Return the lines below that contain "Maryland".

Extracted records
=====

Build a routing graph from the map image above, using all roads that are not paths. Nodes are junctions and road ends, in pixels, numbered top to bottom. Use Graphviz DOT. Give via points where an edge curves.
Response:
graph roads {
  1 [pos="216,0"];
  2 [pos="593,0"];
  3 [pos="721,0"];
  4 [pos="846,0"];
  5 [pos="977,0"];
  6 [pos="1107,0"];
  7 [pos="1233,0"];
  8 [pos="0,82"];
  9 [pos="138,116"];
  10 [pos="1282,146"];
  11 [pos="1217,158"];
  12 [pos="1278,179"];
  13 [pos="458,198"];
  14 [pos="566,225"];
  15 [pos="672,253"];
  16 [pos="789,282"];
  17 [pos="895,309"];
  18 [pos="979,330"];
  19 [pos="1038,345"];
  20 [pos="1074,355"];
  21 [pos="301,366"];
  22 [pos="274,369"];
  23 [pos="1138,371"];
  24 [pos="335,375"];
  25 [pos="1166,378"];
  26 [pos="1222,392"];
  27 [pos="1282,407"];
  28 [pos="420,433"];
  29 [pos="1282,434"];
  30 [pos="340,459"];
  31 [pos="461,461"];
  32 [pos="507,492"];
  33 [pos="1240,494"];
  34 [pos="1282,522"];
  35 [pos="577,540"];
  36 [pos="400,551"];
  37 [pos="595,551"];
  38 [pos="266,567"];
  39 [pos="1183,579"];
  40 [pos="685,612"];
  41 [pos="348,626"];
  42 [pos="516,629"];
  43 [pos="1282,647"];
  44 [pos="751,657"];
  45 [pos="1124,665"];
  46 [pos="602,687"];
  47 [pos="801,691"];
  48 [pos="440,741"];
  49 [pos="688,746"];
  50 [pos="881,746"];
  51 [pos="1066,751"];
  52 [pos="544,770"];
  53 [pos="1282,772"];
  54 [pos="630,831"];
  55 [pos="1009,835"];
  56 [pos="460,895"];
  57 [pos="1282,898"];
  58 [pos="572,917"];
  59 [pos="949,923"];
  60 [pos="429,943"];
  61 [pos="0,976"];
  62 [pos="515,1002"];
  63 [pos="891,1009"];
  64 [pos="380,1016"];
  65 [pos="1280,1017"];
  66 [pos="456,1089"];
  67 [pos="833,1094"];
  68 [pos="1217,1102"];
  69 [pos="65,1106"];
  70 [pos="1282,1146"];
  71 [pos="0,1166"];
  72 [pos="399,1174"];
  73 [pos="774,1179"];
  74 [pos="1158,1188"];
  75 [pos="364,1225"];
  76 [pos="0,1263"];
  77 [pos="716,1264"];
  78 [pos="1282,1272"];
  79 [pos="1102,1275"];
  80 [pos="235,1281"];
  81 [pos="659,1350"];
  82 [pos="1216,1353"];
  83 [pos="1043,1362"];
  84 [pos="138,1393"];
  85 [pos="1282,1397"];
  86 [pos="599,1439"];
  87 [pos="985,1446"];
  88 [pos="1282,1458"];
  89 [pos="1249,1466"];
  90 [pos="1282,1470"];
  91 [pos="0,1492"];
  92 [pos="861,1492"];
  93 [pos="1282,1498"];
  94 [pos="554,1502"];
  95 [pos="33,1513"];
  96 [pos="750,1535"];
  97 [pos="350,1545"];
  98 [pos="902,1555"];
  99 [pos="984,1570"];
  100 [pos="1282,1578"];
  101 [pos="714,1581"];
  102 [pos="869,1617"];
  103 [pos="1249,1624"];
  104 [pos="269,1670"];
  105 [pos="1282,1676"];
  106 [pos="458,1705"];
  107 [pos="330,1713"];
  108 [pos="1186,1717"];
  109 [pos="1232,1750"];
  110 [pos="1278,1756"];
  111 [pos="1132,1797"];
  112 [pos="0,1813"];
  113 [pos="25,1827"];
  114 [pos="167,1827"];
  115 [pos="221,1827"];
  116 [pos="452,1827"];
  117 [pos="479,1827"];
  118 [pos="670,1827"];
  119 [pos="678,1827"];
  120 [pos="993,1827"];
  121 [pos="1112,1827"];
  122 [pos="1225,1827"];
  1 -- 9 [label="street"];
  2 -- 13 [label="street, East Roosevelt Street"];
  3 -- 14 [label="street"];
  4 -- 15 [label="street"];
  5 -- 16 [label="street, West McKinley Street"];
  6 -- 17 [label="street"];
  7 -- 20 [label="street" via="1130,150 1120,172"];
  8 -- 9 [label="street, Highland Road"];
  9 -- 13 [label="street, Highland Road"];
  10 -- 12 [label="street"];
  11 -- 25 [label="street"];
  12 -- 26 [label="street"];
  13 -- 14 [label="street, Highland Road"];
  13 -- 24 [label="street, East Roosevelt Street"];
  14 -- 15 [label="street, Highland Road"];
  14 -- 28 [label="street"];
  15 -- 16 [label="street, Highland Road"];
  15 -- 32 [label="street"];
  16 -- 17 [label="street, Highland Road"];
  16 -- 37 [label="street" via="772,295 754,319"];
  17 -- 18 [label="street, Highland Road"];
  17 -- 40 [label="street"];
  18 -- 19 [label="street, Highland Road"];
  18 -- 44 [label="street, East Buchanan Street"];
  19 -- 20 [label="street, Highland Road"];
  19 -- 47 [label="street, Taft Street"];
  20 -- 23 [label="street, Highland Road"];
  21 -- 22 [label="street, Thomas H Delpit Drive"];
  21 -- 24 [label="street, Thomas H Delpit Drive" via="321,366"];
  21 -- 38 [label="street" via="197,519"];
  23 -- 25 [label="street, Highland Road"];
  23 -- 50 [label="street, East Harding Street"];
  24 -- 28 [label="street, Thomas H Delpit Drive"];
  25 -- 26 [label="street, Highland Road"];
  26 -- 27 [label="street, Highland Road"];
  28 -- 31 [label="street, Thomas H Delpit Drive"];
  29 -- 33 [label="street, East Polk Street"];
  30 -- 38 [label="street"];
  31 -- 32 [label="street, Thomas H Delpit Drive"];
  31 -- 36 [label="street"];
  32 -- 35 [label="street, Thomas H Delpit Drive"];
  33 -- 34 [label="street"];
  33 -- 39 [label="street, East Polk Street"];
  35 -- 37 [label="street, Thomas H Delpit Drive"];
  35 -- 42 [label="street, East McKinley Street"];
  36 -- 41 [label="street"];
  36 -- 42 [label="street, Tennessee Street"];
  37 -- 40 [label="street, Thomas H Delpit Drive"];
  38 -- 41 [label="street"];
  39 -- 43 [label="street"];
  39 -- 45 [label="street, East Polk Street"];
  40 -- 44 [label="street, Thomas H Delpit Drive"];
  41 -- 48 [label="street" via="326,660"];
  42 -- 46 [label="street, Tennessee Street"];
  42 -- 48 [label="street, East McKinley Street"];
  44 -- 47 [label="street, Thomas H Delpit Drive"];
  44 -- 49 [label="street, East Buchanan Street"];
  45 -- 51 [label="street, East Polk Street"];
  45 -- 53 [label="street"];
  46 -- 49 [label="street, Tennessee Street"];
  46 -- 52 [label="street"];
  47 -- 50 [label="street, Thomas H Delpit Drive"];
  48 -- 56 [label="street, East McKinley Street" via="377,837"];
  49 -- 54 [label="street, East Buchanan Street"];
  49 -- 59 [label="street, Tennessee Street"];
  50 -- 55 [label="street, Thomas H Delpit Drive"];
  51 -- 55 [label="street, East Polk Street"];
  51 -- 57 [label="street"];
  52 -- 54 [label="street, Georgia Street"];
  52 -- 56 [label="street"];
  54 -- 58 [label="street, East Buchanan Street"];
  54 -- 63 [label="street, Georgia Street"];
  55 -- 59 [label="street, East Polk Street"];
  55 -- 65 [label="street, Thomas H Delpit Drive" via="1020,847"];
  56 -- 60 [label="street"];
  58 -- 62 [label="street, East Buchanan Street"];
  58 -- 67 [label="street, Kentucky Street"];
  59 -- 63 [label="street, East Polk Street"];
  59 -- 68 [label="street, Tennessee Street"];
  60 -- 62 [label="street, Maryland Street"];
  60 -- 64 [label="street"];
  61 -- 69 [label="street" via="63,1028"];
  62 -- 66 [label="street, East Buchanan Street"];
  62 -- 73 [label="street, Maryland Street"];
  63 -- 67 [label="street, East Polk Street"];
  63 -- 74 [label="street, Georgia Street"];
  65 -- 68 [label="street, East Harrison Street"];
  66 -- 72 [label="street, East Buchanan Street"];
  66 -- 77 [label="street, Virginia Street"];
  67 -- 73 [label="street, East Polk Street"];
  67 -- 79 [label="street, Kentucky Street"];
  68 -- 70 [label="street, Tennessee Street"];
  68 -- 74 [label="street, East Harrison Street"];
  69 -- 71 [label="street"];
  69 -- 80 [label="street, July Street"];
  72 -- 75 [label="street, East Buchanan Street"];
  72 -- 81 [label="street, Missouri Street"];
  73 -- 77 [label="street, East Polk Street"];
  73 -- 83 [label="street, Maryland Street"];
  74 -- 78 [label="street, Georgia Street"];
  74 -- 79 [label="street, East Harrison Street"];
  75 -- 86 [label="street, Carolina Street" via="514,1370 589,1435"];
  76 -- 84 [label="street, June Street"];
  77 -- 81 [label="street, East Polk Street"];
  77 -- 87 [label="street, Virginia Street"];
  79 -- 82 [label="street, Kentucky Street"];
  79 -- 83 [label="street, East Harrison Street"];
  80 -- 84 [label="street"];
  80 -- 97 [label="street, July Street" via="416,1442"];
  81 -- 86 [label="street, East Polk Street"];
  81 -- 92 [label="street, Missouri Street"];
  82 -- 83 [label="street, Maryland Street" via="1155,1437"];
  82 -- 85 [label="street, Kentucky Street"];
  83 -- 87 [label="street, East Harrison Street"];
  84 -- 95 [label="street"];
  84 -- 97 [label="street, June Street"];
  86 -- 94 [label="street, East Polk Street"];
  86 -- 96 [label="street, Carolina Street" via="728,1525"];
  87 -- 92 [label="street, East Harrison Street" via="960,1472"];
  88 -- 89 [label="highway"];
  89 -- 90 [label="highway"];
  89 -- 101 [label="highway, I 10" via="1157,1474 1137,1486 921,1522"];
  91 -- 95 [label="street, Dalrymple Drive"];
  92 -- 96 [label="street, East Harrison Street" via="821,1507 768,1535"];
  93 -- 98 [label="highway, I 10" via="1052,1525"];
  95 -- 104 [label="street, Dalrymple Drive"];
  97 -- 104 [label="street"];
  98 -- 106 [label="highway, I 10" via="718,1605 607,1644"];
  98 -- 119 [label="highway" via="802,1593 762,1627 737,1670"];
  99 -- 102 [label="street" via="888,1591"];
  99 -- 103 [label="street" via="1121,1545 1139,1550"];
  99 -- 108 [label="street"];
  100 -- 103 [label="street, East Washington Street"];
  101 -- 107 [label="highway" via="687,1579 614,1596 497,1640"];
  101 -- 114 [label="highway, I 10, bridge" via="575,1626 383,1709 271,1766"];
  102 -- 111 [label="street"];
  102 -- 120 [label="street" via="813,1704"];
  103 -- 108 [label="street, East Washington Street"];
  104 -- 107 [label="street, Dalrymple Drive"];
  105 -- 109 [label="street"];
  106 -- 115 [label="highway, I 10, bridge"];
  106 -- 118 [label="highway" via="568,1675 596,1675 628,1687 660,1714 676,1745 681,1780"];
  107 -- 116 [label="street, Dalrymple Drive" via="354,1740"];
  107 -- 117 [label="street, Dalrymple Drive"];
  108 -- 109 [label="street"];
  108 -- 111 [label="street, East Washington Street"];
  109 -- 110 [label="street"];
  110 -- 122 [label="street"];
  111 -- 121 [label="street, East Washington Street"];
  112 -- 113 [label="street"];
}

=====

Output of the task
  60 -- 62 [label="street, Maryland Street"];
  62 -- 73 [label="street, Maryland Street"];
  73 -- 83 [label="street, Maryland Street"];
  82 -- 83 [label="street, Maryland Street" via="1155,1437"];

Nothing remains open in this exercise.